A Vida Sem Rodinhas.
Lembro dos momentos importantes da infância, e também do
desimportantes, meu pai estava a postos empunhando uma máquina fotográfica. A consequência?
A cada gaveta que eu abro em casa, saltam fotos diversas, sem contar as estão
confinadas em álbum e porta-retratos. Dessas tantas, há uma pela qual tenho um
carinho especial: é uma foto que estou andando de bicicleta, ao cinco ou seis
anos de idade. Naquele dia eu andei sem rodinhas pela primeira vez. Dei várias
voltas sem cair, até que meu pai clicou o flagrante: a pirralha com a maior
cara de vencedora, dona do campinho, se achando. Eu realmente estava degustando
aquela vitória.
Se a foto tivesse legenda seria “Viu”
As rodinha são um base protetora para iniciantes, uma
segurança para quem ainda não tem domínio da coisa. Que coisa. Qualquer coisa.
Me corrija se eu estiver errada: a gente usa rodinha até hoje.
Quando se escreve um livro, por exemplo, as rodinhas são
as cenas não inventadas, o sentimento de verdade, vivido com qual a gente ampara a ficção.
Quando tem filhos, as rodinhas são a herança da educação
que nossos pais nos deram, a parte hereditária que, mesmo questionada, sustenta
nossas primeiras decisões.
Quando nos apaixonamos, as rodinhas são a repetição de
certos clichês, a partilha de nossos ideais e certezas, mesmo sabendo que em
breve entraremos em terreno movediço, desconhecido.

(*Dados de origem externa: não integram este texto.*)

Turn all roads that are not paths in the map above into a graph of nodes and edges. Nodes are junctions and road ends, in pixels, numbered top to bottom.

Quando se aceita um novo emprego, as rodinhas são a nossa
experiência anterior, o que facilita a arrancada, mas depois é preciso andar
sozinho.
Viver sem elas torna tudo mais perigoso, vulnerável, e ao
mesmo tempo, emocionante. Nos faz volta a ser criança: será que estou agindo
certo, será que estou indo rápido, ou lento demais? Atenção: Lento demais, cai.
É preciso saber viver sem um suporte contínuo para que
possa firmar o próprio caráter. Quem não sai da barra da saia da mãe nunca
consegue se equilibra sozinho. Quem não soltada a mão do pai não vira homem.

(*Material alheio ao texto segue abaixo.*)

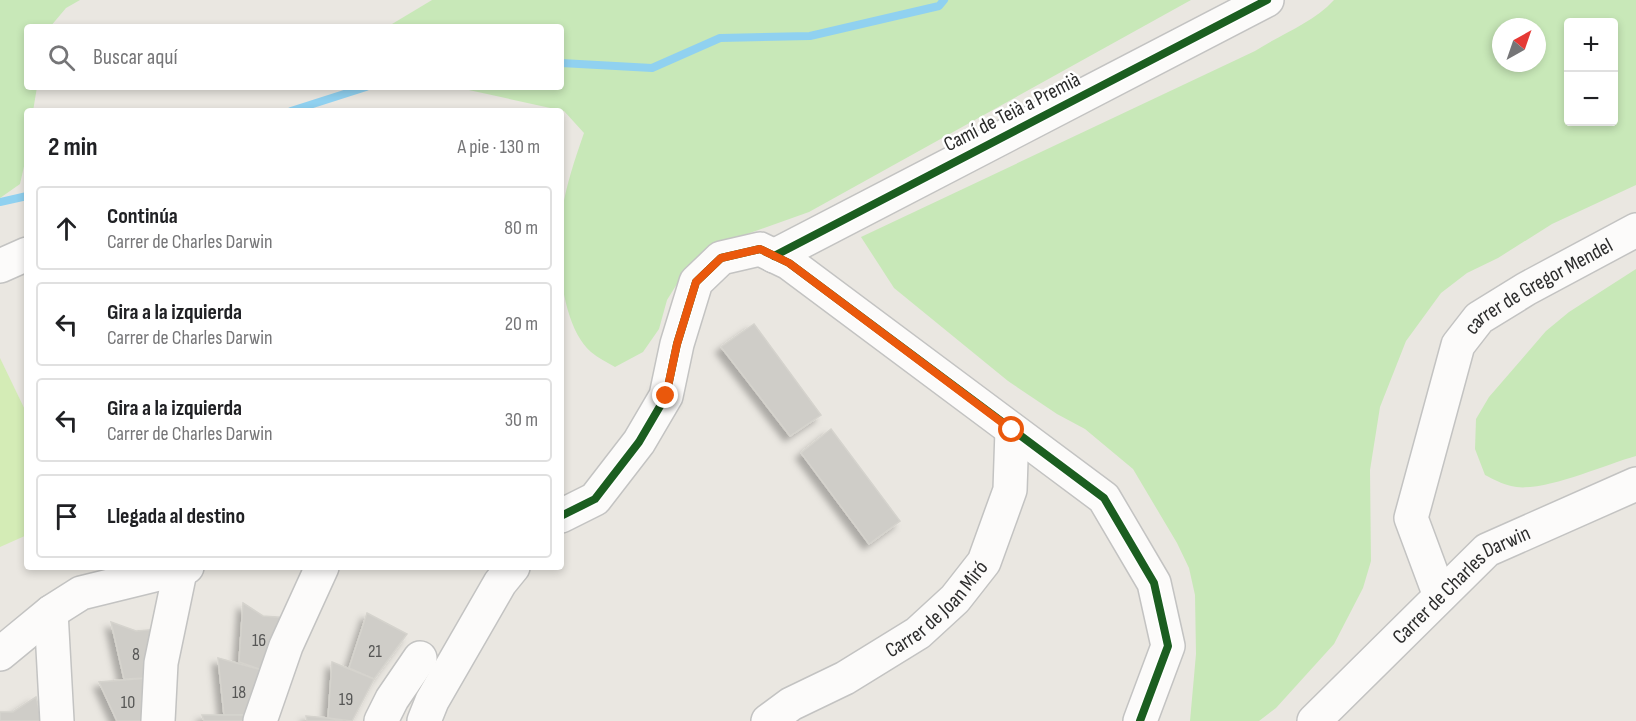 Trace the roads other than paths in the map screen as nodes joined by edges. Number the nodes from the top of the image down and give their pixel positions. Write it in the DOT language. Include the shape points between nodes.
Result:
graph roads {
  1 [pos="1267,0"];
  2 [pos="1636,230"];
  3 [pos="24,255"];
  4 [pos="774,256"];
  5 [pos="0,266"];
  6 [pos="1012,430"];
  7 [pos="1636,484"];
  8 [pos="564,514"];
  9 [pos="170,570"];
  10 [pos="181,570"];
  11 [pos="321,570"];
  12 [pos="511,570"];
  13 [pos="1440,596"];
  14 [pos="51,612"];
  15 [pos="0,654"];
  16 [pos="420,658"];
  17 [pos="57,721"];
  18 [pos="158,721"];
  19 [pos="260,721"];
  20 [pos="381,721"];
  21 [pos="424,721"];
  22 [pos="768,721"];
  23 [pos="1140,721"];
  24 [pos="1314,721"];
  1 -- 4 [label="street, Camí de Teià a Premià"];
  2 -- 13 [label="street, carrer de Gregor Mendel" via="1479,318 1458,345 1412,518"];
  3 -- 5 [label="street"];
  4 -- 6 [label="street" via="789,263"];
  4 -- 8 [label="street" via="760,249 721,258 696,282 666,396 639,442 594,499"];
  6 -- 22 [label="street, Carrer de Joan Miró" via="1010,490 984,562 955,599 918,633 845,678 791,704"];
  6 -- 23 [label="street" via="1104,498 1154,583 1168,646"];
  7 -- 13 [label="street, Carrer de Charles Darwin" via="1487,550"];
  9 -- 14 [label="street" via="81,593"];
  10 -- 18 [label="street" via="161,663"];
  11 -- 19 [label="street" via="286,646"];
  12 -- 21 [label="street" via="437,691"];
  13 -- 24 [label="street, Carrer de Charles Darwin"];
  14 -- 15 [label="street"];
  14 -- 17 [label="street"];
  16 -- 20 [label="street"];
}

Quando é que sabemos que estamos aptos a andar por nossa
conta? Se o assunto é bicicleta, aos
cinco, seis, sete, até ao dez anos, dependendo do ritmo da estabilidade de cada
um.
Quando se trata da vida, também depende. Mas usa-las para
sempre nos impede de sentir o gostinho de conseguir, de vencer, de atingir
nossos objetivos por mérito próprio.
Nos impede de
provocar: “Viu” .
Nada nos dá tanto orgulho do que mostrar aos outros __ e a nós mesmo __o quanto podemos.